This fall I was in a large suburban Presbyterian church in Kansas City. I found that almost everyone in that large congregation had our present war fever on his or her heart and mind. These were not by any means your garden-variety leftists or pacifists, who form the usual list of suspects, and these were not Cambridge crunchies, by any means. This was Kansas, for heaven's sake—Alf Landon and Bob Dole country—and these were Presbyterians. They love their country, and they love their God; and what do you do when your country is headed where you think your faith and your God don't want you to go?
How can we have an intelligent conversation on the most dangerous policy topic of the day without being branded traitors, self-loathing Americans, anti-patriotic, or soft on democracy? That's a good question, especially when even the president of the United States questions the patriotism of those few in the U.S. Senate who question his policy or challenge his authority to wage war at will. Must the first casualty of patriotism always be dissent, debate, and discussion?
This is a frightening time, and if one cannot speak out of Christian conscience and conviction now, come what may, then we are forever consigned to moral silence. We hear much talk of "moral clarity," but it sounds more to me like moral arrogance, and it must not be met with moral silence. Anthony Lewis, formerly of The New York Times, said recently that if the purpose of the terrorists of Sept. 11, 2001, was to destroy our confidence in our own American values, then, he feared, they had succeeded.

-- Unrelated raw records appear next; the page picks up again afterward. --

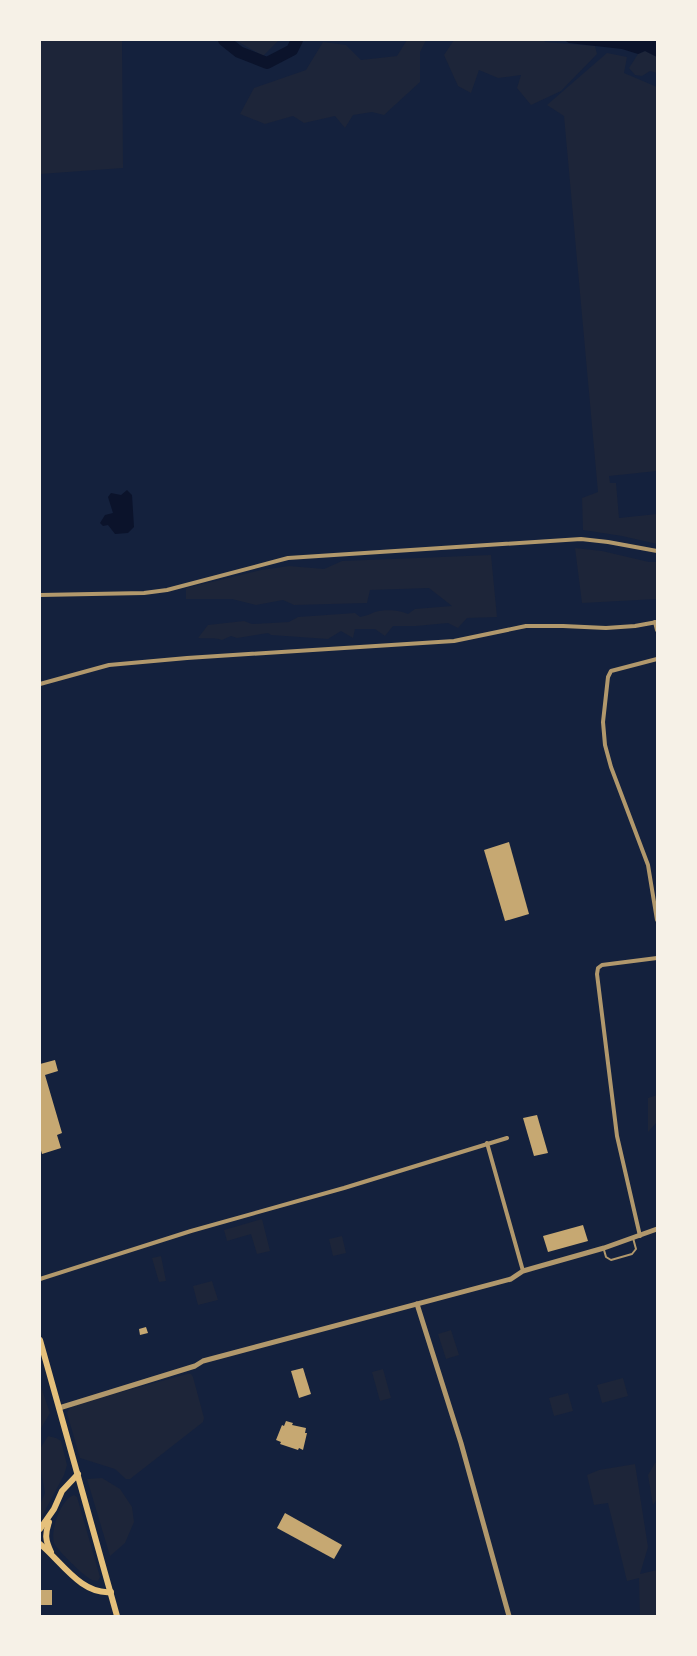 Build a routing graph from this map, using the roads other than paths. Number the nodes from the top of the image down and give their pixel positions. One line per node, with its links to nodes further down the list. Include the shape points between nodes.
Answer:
1 (657, 551): 2 (street, via 581,539 288,558 167,590)
2 (40, 595)
3 (656, 622): 4 (street); 6 (street, via 606,628 526,626 454,641 109,665)
4 (657, 630)
5 (657, 659): 7 (street, via 611,671 602,722 611,767 648,866)
6 (40, 684)
7 (657, 920)
8 (657, 958): 12 (street, via 602,965 597,974 617,1136)
9 (507, 1138): 10 (street)
10 (487, 1143): 15 (street); 16 (street)
11 (657, 1229): 12 (street)
12 (640, 1236): 13 (street)
13 (633, 1238): 14 (street); 14 (lane, via 636,1250 632,1254 612,1260 606,1257)
14 (604, 1248): 15 (street)
15 (523, 1271): 17 (street, via 511,1279)
16 (40, 1279)
17 (417, 1304): 19 (street, via 203,1361 144,1383); 27 (street, via 461,1443)
18 (40, 1340): 19 (main road)
19 (59, 1408): 20 (main road)
20 (78, 1474): 21 (main road, via 62,1492); 25 (main road)
21 (54, 1509): 22 (main road); 24 (main road, via 45,1533)
22 (40, 1530)
23 (40, 1544): 24 (main road)
24 (52, 1554): 25 (main road, via 85,1585 99,1592)
25 (111, 1592): 26 (main road)
26 (117, 1616)
27 (509, 1616)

In the name of fighting terror both abroad and at home, our government—particularly through the attorney general, together with a culture of patriotic intimidation—has suspended our constitutional liberties, stifled dissent, and defined a good American as one who goes along with the powers-that-be, in a "my way or the highway" mentality. When patriotism is defined in this narrow, partisan, opportunistic, jingoistic way, then perhaps that old cynic Dr. Samuel Johnson was right when he defined patriotism as the "last refuge of a scoundrel."

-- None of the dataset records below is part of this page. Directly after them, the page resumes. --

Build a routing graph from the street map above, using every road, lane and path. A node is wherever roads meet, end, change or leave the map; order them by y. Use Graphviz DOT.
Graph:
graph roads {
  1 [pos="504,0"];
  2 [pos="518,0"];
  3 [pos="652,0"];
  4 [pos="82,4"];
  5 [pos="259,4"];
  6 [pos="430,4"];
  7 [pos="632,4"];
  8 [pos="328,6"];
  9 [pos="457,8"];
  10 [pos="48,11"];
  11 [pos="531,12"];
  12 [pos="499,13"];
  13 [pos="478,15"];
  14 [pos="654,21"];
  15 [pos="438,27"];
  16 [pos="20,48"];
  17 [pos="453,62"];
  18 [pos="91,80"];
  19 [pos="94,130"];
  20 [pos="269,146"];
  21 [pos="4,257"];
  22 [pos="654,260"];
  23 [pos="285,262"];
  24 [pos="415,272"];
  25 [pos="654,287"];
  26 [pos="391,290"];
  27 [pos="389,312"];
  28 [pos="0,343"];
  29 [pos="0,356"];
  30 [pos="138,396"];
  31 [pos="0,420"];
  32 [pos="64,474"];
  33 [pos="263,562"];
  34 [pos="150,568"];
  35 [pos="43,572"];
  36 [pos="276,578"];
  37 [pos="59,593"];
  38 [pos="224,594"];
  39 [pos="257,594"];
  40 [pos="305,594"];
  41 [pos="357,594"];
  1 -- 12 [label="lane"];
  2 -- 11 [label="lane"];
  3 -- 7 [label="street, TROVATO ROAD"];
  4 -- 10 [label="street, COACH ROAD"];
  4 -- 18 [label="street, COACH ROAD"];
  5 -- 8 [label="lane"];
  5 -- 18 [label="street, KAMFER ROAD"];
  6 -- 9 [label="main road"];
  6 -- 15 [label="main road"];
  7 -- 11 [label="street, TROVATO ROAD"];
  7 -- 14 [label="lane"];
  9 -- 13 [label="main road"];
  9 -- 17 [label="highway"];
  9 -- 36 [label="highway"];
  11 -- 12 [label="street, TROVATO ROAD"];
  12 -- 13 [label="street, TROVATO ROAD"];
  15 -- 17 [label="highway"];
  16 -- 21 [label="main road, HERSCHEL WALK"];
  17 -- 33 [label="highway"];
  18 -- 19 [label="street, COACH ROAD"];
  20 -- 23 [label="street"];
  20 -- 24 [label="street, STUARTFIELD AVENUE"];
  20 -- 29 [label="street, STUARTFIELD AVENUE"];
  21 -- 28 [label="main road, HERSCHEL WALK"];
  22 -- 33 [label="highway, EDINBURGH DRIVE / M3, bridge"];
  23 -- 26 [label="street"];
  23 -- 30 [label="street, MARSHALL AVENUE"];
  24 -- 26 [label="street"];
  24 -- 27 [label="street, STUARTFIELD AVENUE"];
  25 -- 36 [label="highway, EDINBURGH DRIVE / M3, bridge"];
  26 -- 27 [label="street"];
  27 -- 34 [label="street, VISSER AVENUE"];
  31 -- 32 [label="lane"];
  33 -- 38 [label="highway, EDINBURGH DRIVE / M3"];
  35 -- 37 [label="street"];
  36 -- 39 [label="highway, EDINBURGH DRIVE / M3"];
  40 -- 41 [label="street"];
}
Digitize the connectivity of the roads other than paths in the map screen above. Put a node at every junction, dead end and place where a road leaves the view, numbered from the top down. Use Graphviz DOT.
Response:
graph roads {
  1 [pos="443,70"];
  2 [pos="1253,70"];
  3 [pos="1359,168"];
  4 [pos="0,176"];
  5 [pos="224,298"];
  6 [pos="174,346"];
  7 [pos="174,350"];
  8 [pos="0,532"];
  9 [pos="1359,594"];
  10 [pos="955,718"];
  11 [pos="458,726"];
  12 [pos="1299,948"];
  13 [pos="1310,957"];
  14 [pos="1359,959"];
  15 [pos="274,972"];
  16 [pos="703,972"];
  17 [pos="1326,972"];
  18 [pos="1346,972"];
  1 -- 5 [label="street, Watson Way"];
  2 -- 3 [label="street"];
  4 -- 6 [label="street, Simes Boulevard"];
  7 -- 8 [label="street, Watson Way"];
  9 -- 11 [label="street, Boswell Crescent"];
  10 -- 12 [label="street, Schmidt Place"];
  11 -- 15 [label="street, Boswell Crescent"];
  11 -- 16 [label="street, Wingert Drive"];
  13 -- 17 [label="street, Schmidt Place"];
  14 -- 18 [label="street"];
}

Frankly, I prefer his contemporary, Edmund Burke, who said, "To make us love our country, our country ought to be lovely." Our country is lovely, which is why we love it and are willing to serve it and, if necessary, to die for it. It is because we love it that we dare to speak to affirm the goodness and righteousness in it, the virtue and the power of its core values, and to speak against the things that would do harm to it and to those core values. What is and has always been lovely about our country is our right and our duty to criticize those in power, to dissent from their policies if we think them to be wrong, and to hold our alternative vision to be as fully valid as theirs.

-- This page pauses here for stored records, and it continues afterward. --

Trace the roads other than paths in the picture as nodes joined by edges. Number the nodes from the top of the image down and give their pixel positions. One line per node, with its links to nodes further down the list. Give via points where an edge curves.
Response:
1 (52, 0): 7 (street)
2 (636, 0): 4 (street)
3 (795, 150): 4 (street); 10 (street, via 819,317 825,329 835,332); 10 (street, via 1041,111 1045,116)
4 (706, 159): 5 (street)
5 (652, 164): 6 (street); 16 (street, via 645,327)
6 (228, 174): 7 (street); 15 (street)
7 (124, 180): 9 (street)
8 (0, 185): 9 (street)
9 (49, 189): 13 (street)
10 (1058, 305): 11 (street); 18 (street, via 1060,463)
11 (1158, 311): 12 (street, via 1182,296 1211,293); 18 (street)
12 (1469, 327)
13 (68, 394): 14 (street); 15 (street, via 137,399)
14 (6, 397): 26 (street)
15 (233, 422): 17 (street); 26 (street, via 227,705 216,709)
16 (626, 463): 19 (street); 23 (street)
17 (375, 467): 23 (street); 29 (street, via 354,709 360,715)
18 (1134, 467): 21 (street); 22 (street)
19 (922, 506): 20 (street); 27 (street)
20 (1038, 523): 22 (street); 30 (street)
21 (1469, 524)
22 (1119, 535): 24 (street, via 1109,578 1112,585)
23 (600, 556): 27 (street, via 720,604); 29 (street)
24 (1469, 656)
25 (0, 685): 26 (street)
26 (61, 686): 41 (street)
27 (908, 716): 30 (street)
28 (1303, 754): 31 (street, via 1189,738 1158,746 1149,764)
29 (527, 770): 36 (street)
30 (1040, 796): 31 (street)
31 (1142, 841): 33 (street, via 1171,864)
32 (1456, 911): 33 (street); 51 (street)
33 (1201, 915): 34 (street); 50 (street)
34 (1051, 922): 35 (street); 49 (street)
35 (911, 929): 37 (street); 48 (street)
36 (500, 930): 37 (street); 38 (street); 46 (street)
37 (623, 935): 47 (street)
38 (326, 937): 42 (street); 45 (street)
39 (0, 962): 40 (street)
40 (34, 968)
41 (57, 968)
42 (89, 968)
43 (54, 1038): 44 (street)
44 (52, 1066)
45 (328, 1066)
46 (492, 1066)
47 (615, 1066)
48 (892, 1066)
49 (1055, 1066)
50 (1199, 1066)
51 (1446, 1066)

IN 1952, ADLAI STEVENSON was running for president against the patriotic and heroic Dwight D. Eisenhower. Charges of egg-headism, of intellectualism, of being soft on communism and soft on patriotism had been leveled on the intelligent and eloquent Stevenson. In a speech to the American Legion convention called "Patriotism in America," Stevenson said, "What do we mean by patriotism in the context of our time? I venture to suggest that what we mean is a sense of national responsibility, a patriotism which is not short, frenzied outbursts of emotion, but the tranquil and steady dedication of a lifetime." How carefully, poignantly, and aptly chosen are those words in comparison with some of the language we hear flashed about in recent days.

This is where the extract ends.